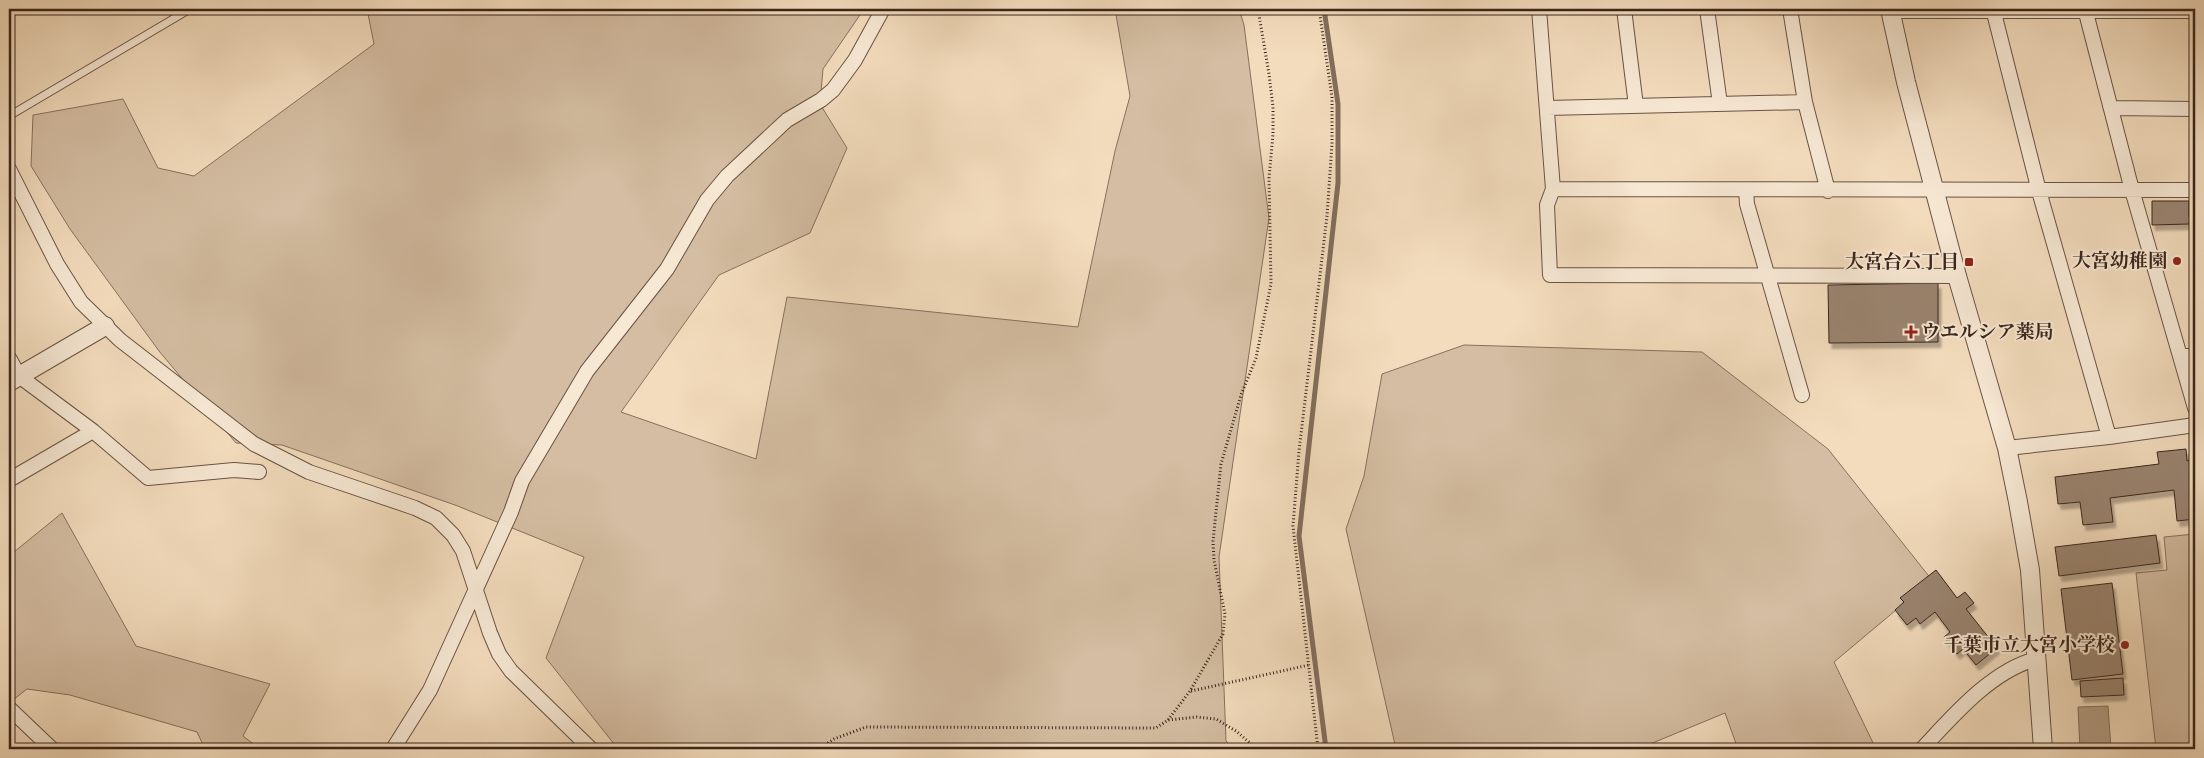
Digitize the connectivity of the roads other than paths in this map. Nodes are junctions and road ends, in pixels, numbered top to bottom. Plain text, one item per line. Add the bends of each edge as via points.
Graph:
1 (190, 9) edge
2 (884, 9) edge
3 (1539, 9) edge
4 (1624, 9) edge
5 (1707, 9) edge
6 (1790, 9) edge
7 (1890, 10) edge
8 (1994, 10) edge
9 (2085, 10) edge
10 (2195, 11) edge
11 (1805, 102) junction
12 (1720, 104) junction
13 (1636, 106) junction
14 (1547, 108) junction
15 (2112, 108) junction
16 (2195, 109) edge
17 (9, 116) edge
18 (10, 176) edge
19 (1553, 189) junction
20 (1746, 190) junction
21 (1936, 190) junction
22 (2132, 190) junction
23 (2195, 190) edge
24 (1828, 191) junction
25 (2039, 191) junction
26 (1767, 276) junction
27 (1958, 276) junction
28 (105, 326) junction
29 (2180, 356) junction
30 (2195, 356) edge
31 (9, 358) edge
32 (14, 379) edge
33 (1802, 395) dead end
34 (2195, 408) edge
35 (2195, 425) edge
36 (93, 431) junction
37 (2109, 437) junction
38 (2007, 448) junction
39 (259, 472) dead end
40 (9, 480) edge
41 (476, 591) junction
42 (2036, 659) junction
43 (9, 708) edge
44 (52, 749) edge
45 (393, 749) edge
46 (591, 749) edge
47 (1922, 749) edge
48 (2043, 749) edge

1 - 17 lane
2 - 41 street via 855,60 833,90 787,120 727,176 707,200 667,269 587,370 522,481
3 - 14 street
4 - 13 street
5 - 12 street
6 - 11 street
7 - 8 street
7 - 21 street
8 - 9 street
8 - 25 street
9 - 10 street
9 - 15 street
11 - 12 street
11 - 24 street
12 - 13 street
13 - 14 street
14 - 19 street
15 - 16 street
15 - 22 street
18 - 28 street via 71,287
19 - 20 street
19 - 26 street via 1547,205 1550,275
20 - 24 street
20 - 26 street
21 - 24 street
21 - 25 street
21 - 27 street
22 - 23 street
22 - 25 street
22 - 29 street
25 - 37 street
26 - 27 street
26 - 33 street
27 - 38 street
28 - 32 street
28 - 41 street via 254,444 309,472 436,518 454,535 463,551
29 - 30 street
29 - 34 street
31 - 32 street
32 - 36 street
35 - 37 street
36 - 39 street via 148,478 234,470
36 - 40 street
37 - 38 street
38 - 42 street via 2030,570
41 - 45 street via 430,690
41 - 46 street via 499,654 511,671
42 - 47 street via 2008,671 1961,707
42 - 48 street
43 - 44 street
-=-=-=-=-
Task directions: Copy all lines from the entries that contain the word "dead".

Reply to the exercise:
33 (1802, 395) dead end
39 (259, 472) dead end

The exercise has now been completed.